» **Input records**
= = =

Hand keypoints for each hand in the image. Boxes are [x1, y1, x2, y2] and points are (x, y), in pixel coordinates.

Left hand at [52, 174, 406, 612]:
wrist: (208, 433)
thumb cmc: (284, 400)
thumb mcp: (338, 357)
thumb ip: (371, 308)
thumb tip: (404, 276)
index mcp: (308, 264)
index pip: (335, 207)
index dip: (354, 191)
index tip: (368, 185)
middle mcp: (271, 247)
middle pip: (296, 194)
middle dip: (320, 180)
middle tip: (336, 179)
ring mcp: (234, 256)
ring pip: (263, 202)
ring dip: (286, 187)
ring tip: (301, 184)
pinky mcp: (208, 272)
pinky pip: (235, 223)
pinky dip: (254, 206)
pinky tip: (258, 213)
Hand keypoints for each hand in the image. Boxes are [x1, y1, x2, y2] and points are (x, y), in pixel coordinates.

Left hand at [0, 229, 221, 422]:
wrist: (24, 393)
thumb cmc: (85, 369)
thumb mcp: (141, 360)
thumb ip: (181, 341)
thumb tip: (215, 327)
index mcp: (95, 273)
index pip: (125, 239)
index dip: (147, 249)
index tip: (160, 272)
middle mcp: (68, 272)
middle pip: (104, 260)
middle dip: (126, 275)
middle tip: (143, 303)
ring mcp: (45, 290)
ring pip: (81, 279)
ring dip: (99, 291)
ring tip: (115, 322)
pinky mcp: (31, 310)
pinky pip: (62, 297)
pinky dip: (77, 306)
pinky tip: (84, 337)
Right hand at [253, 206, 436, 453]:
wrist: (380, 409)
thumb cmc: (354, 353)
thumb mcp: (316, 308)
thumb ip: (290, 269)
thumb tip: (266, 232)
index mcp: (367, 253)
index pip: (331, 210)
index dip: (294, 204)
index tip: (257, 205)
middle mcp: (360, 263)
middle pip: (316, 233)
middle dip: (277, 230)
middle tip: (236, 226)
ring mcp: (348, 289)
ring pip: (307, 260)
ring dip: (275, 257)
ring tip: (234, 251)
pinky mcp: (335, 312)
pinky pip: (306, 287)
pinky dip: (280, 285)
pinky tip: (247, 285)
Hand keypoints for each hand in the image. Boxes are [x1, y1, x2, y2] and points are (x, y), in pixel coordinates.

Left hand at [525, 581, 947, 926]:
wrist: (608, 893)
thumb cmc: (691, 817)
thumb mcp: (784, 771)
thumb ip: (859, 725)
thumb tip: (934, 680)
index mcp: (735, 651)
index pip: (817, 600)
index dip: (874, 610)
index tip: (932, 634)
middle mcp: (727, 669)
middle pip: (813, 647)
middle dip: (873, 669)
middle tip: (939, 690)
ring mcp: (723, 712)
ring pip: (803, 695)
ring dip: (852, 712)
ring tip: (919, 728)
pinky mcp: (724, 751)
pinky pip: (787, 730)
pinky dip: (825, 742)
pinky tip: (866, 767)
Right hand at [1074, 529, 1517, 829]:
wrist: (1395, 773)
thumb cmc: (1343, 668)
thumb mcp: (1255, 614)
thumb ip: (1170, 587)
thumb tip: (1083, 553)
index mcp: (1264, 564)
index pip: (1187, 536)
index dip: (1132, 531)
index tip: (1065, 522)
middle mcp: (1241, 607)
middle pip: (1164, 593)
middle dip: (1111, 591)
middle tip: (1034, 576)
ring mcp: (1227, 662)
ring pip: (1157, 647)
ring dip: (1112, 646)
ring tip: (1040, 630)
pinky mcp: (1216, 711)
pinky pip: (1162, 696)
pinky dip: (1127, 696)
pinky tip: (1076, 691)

= = =

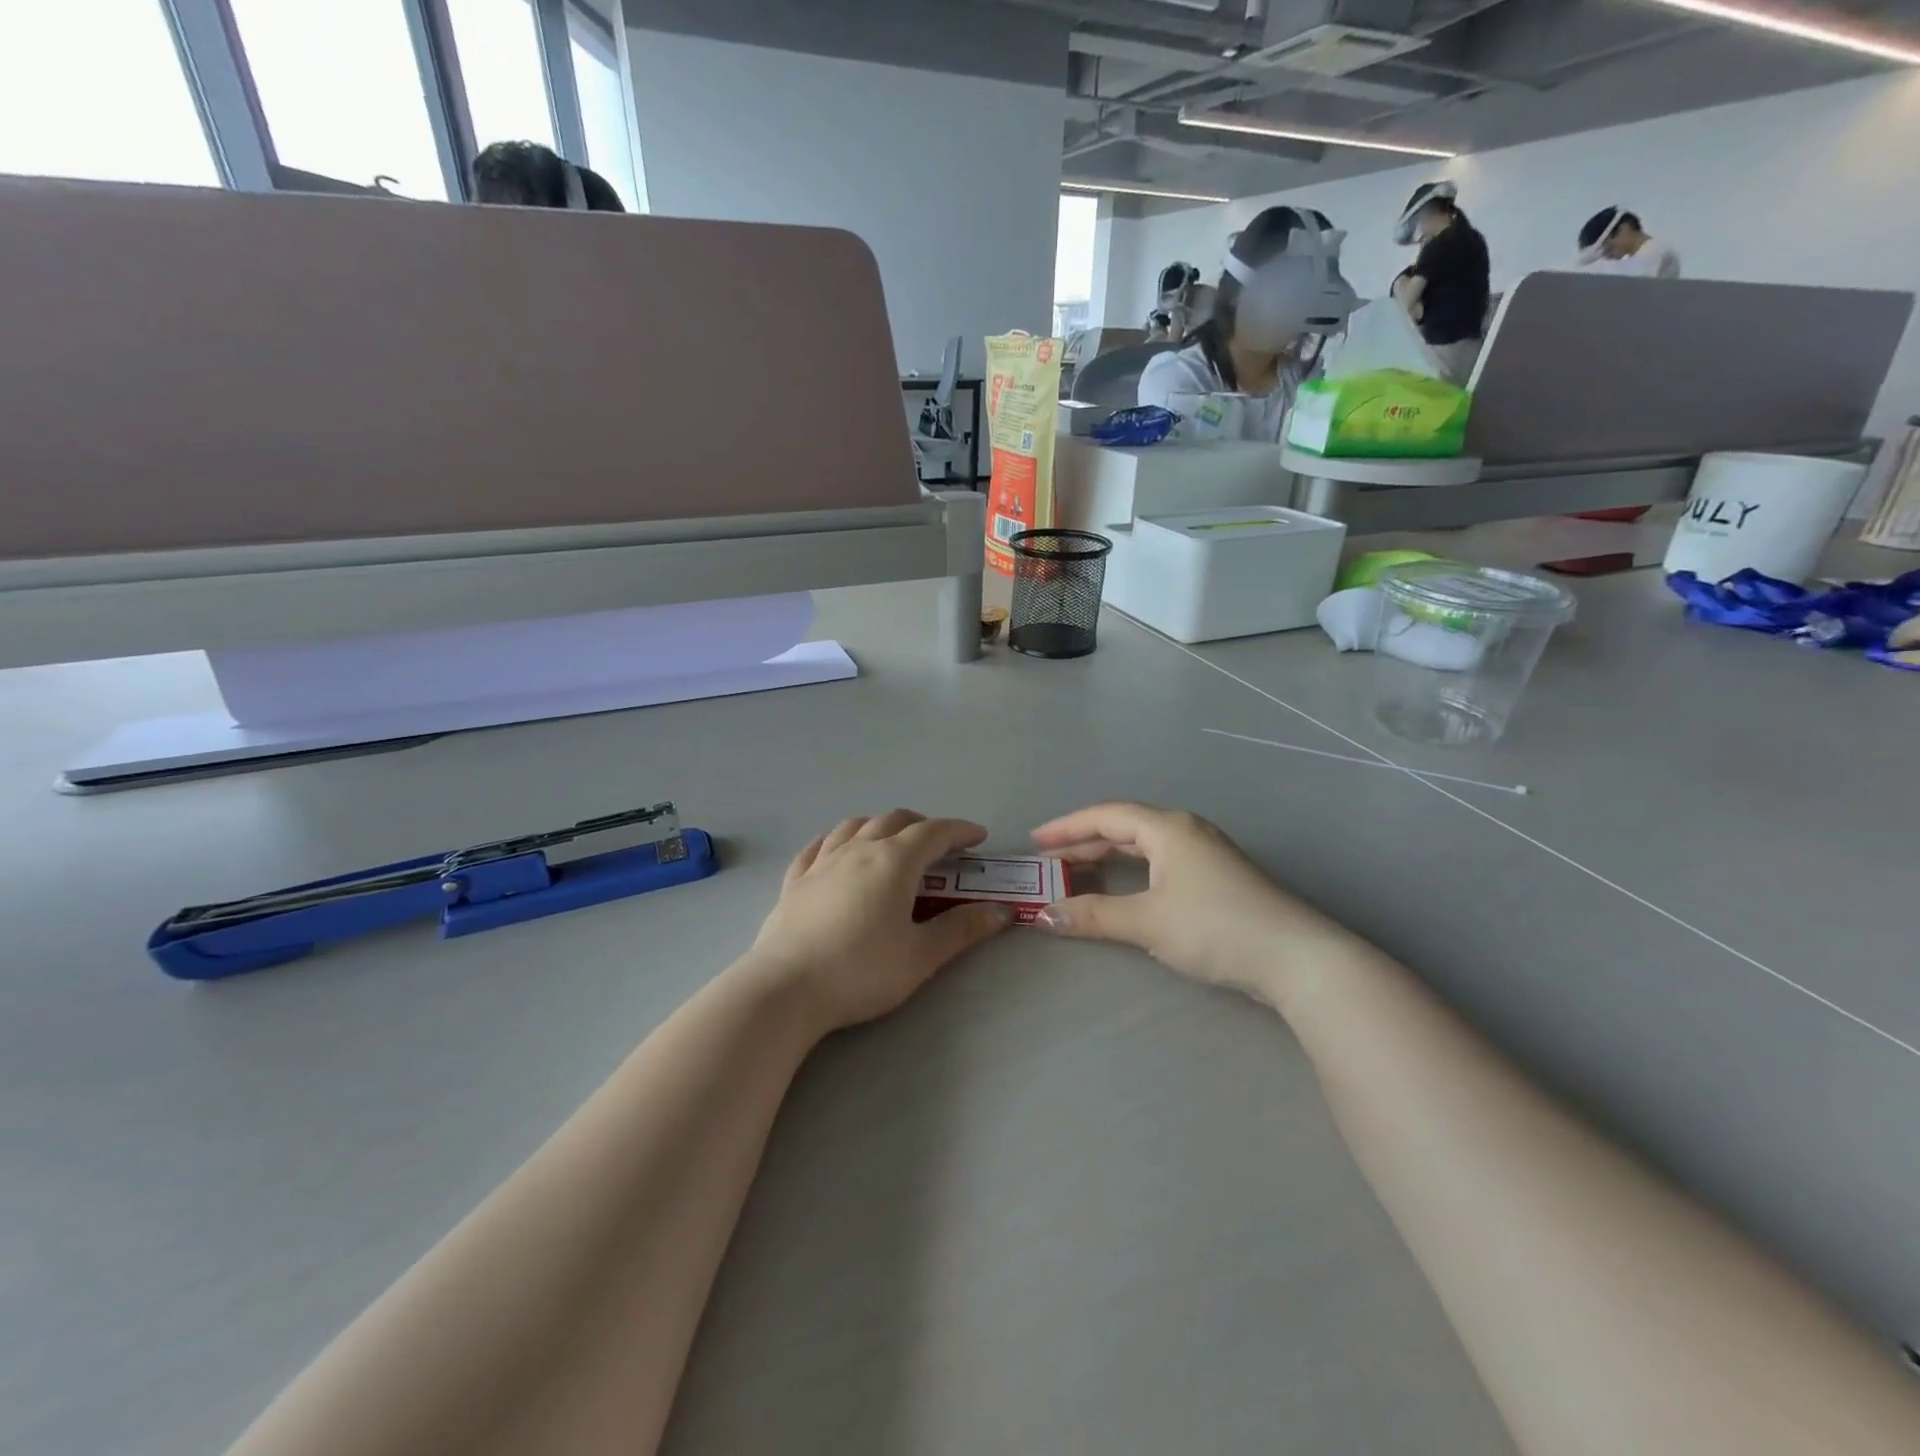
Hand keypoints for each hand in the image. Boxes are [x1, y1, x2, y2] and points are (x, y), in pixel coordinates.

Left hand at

= = =

» **What is needed**
Within the listing above, extract exactly the lines from the line with "ring mcp: (1227, 662)" to the line with "pinky tip: (1076, 691)", the two named lines included, and no others.

» **Exercise answer**
ring mcp: (1227, 662)
ring pip: (1157, 647)
ring dip: (1112, 646)
ring tip: (1040, 630)
pinky mcp: (1216, 711)
pinky pip: (1162, 696)
pinky dip: (1127, 696)
pinky tip: (1076, 691)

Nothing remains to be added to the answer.